Breathing deeply, he wrenched himself from bed and stumbled out the door. The floor of the hall felt cool to his feet as he passed down into the bathroom. Turning the lights on, he stood leaning towards the long mirror. He inspected his face. Skin pale and damp, his thick black hair laid on his forehead, oppressive. He lifted the clumpy strands. The lightening scar stood out startlingly pink and swollen. He traced the still throbbing scar tissue with a single finger. How bizarre.

What in the world had that dream meant? Had it triggered that sudden pain in his scar? He usually never noticed the thing – it lay hidden under his hair and had never meant much to him because he had no idea how he'd gotten it. He vaguely recalled asking François about it as a child, but not receiving any sort of definitive answer. Would the Potters know anything about it?

With a disgruntled noise, he let his hair fall back down. He was overreacting. A bad dream and a little sting shouldn't be getting him all worked up. He turned off the lights and returned to bed.


"Ackerly. Ackerly!" Ainsley hissed across the Great Hall. His voice did not, of course, carry over the loud clumps of morning chatter. The object of his attention had just entered the Hall, Oleander by his side.

"He's not looking," grumbled Ainsley.

Beside Ainsley, Dennis squirmed unhappily and stared off glumly at the Slytherin table. "Do you really have to do this, Ains?"

"Of course not," he chirped, standing up and waving. Ackerly, his attention finally caught, rolled his eyes and edged toward their table. "That git's had it coming to him for a while now. Especially lately." Ainsley was irritated. It seemed for the past week or so that a certain denizen of the house of Slytherin had been giving him odd smug looks (unusually so, anyway) and strange little taunts that made no sense. Ainsley did not like being screwed with. And in any case, he thought the school needed a little comic relief from the constant badgering of approaching finals. As a Triwizard champion, he himself didn't need to take them, but that didn't mean he couldn't cheer up a friend or two.

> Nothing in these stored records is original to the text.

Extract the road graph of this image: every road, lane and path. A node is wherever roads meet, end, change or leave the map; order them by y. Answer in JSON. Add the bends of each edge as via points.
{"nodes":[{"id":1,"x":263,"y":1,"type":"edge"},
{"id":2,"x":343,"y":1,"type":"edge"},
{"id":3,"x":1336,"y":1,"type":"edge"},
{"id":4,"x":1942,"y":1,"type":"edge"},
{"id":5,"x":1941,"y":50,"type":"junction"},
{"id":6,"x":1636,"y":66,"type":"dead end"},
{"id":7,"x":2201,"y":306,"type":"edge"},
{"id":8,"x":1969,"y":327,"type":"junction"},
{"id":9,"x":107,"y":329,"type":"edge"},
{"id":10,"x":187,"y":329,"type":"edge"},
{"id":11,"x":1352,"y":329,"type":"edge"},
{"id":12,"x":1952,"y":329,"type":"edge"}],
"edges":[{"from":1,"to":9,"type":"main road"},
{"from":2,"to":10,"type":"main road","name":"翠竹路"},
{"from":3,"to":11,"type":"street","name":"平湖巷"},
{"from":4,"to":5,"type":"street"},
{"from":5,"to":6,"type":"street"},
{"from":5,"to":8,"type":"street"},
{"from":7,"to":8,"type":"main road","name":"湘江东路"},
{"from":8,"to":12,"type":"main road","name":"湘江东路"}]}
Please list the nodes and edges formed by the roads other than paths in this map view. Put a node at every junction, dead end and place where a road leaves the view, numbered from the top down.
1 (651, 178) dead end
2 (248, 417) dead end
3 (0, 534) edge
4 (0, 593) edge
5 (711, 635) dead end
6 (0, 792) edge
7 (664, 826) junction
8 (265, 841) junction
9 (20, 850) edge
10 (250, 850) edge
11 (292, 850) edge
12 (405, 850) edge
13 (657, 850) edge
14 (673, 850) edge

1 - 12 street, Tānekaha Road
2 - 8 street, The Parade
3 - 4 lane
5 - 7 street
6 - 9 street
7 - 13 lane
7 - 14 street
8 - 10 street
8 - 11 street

Ackerly swung his legs over the bench, Dennis scooting aside. He gave Ainsley a patronizing look. "Really, Potter, where would you be without me? Quite helpless, I'm sure."

Ainsley blew a loud raspberry in his face. "Shut it. You brought your wand, right?"

"Of course," Ackerly replied, unperturbed. "You know, if you bothered to stay conscious for at least one millisecond during Transfiguration then –"

"Yeah, well, I don't," he interrupted. "But you do. So shut it already, 'cause I think the owls are about to come."

Just as he said it, hoots and twitters burst above their heads, feathers flying everywhere. They looked up into the churning mass of owls, all of them craning to spot one particular bird. Ainsley squirmed and swiveled until he spotted what he wanted. He elbowed Ackerly, pointing up.

"There!" he said excitedly. He fumbled with something in his pocket but kept his eyes and finger on a certain eagle owl circling high against the ceiling. "Hurry up before it finds him!"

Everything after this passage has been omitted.